The three of them — Collins, Schoonmaker and Knauerhaze — love to razz each other.
“Whenever Collins shows some attitude,” Knauerhaze said recently, “I’ll tell him, ‘I liked you better when you were dead.’”
Joked Schoonmaker, who is the godfather of Collins’ son, Luke: “Now that he’s normal, he’s a jerk again.”
Added Schoonmaker: “Everybody loves Bill – he treats people great. More than anything, Bill cares about people. And that hasn’t changed. That’s what people love about him.”
Collins praised his colleagues and their support during his ordeal. He also commented on how great the City of Westminster treated him and his family during the entire event.
“The men and women of the Westminster Police Department are some of the most caring, giving and kindest people I know,” he said. “I’m truly blessed to work with each and every one of them.”
The trauma of seeing his father almost die profoundly affected Kyle.
Despite being very talented, Kyle stopped competing in jiu jitsu tournaments.
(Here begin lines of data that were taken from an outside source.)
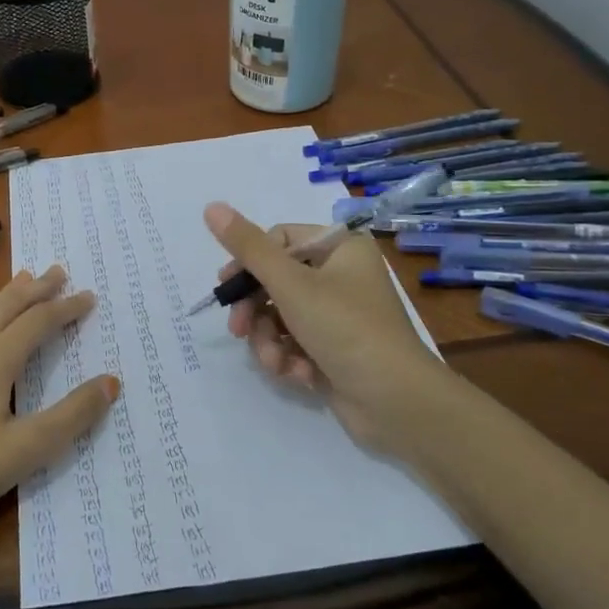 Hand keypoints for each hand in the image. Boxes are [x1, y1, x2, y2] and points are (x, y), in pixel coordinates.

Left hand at [0, 266, 118, 549]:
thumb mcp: (26, 451)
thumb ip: (72, 416)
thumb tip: (111, 382)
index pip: (38, 322)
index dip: (65, 308)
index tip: (88, 296)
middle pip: (7, 306)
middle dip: (36, 288)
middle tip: (58, 271)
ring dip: (5, 295)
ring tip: (21, 280)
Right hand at [205, 202, 452, 454]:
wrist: (397, 402)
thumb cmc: (346, 329)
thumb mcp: (291, 284)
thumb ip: (248, 248)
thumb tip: (211, 207)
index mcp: (341, 249)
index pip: (280, 240)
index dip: (249, 262)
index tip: (227, 288)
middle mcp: (342, 276)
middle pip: (276, 281)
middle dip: (256, 311)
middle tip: (239, 331)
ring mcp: (339, 315)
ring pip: (280, 317)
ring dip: (270, 342)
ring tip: (276, 363)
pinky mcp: (334, 349)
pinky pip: (295, 343)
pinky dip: (290, 358)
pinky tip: (299, 375) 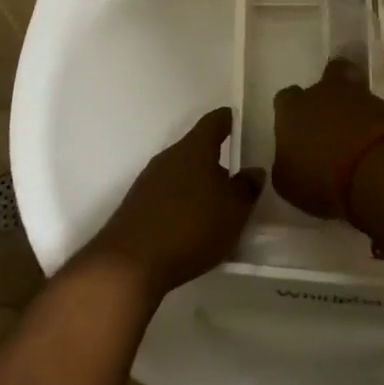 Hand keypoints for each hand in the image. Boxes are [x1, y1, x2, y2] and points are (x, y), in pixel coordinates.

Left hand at [84, 108, 264, 299]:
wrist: (129, 264)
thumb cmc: (190, 227)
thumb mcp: (234, 211)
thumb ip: (247, 188)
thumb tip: (253, 171)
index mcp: (194, 148)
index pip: (214, 122)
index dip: (227, 120)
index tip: (237, 122)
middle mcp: (169, 157)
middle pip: (196, 149)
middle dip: (215, 160)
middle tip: (235, 177)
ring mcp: (148, 181)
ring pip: (180, 173)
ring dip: (197, 184)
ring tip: (215, 207)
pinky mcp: (136, 206)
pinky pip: (166, 195)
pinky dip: (181, 203)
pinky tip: (190, 226)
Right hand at [271, 59, 383, 220]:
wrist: (378, 170)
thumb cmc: (321, 178)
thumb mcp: (288, 184)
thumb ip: (286, 166)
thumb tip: (290, 161)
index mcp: (293, 109)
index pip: (285, 99)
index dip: (290, 113)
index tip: (296, 133)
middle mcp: (324, 93)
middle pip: (328, 75)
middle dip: (329, 91)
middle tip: (331, 119)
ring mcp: (361, 97)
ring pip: (356, 91)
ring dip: (355, 109)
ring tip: (357, 139)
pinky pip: (378, 112)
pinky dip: (376, 125)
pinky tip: (375, 147)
For a long time, Collins and Kyle didn’t talk about the experience. It was too emotional for them.
About two months ago, they finally did.
“He told me, as his voice cracked, that when everyone was working on me, he knew I was going to be OK,” Collins said. “He then followed up with confidence in his voice and said, ‘I knew God was going to take care of you.”
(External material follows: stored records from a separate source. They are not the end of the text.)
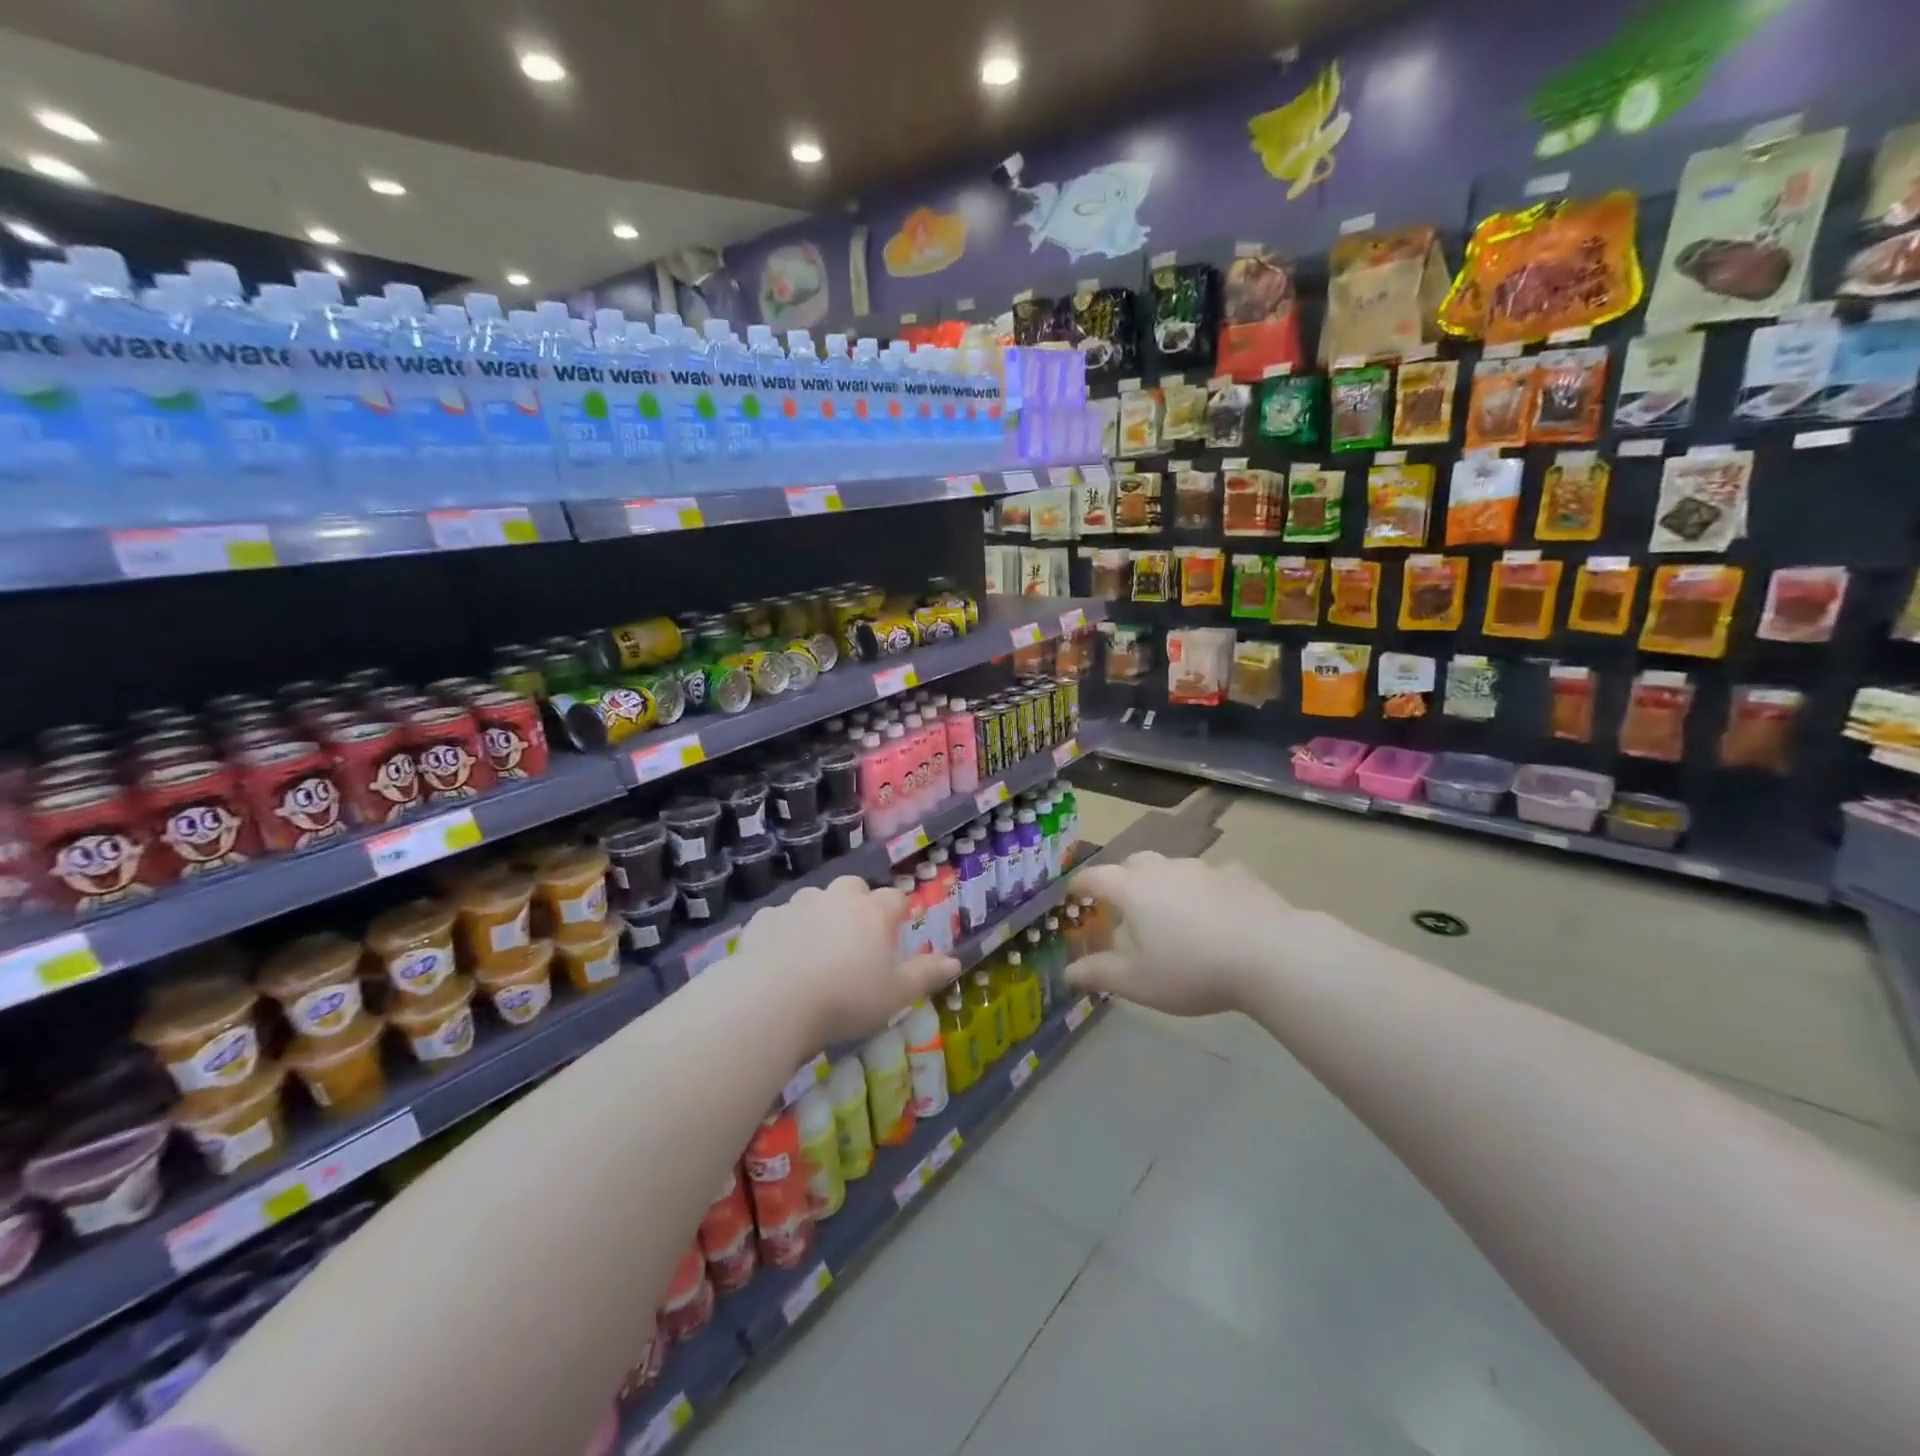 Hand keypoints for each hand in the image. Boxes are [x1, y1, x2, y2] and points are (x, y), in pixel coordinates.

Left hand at [734, 875, 957, 1045]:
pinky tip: (782, 956)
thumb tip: (956, 962)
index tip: (896, 932)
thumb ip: (925, 975)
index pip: (895, 898)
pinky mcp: (764, 918)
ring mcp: (797, 904)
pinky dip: (786, 929)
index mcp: (872, 912)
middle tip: (856, 938)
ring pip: (815, 898)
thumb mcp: (895, 995)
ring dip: (820, 913)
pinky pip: (781, 917)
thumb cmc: (845, 999)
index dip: (898, 913)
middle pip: (854, 887)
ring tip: (817, 948)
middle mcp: (837, 898)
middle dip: (858, 903)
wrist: (772, 1002)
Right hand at [1065, 852, 1302, 1015]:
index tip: (1073, 892)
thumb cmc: (1193, 969)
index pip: (1095, 877)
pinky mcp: (1239, 875)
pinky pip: (1213, 876)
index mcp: (1133, 890)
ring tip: (1171, 909)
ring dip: (1165, 882)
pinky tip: (1217, 909)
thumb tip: (1068, 973)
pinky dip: (1205, 889)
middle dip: (1122, 877)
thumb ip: (1100, 974)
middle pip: (1134, 862)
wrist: (1271, 954)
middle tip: (1122, 901)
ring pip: (1174, 867)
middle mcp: (1164, 869)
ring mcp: (1204, 868)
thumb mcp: (1139, 982)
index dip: (1081, 884)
Added Collins: “Hearing him say that left me speechless.”
Collins is back to being himself. And he pretty much is doing what he did before he collapsed: eating healthy and spending as much time as possible with his wife and three sons.
Why did Collins collapse?
There is no medical reason and no family history to blame.
To this day, doctors cannot explain how he completely recovered from such a grave state.
Collins has an explanation.
“God was not done with me,” he said.
The brush with death strengthened Collins’ faith.
In a phone conversation months after the incident, he told Drotning: “If you ever have doubts about there being a God, don’t, because there is one.”
During the six to eight minutes when he was without a pulse, Collins said he had an experience.
“I was in a great place. It was calm and serene — a place I didn’t want to leave,” he said. “I felt safe — completely safe.
“There was no stress, no conflict, and no anxiety. I felt absolute peace.”
On a recent weekday at Westminster PD headquarters, after his first interview about how he nearly died — or did die, but somehow came back — Collins headed out to his patrol car.
“Because of that experience,” he said, “I have absolutely no fear of dying. I know where I’m going when it’s my time.”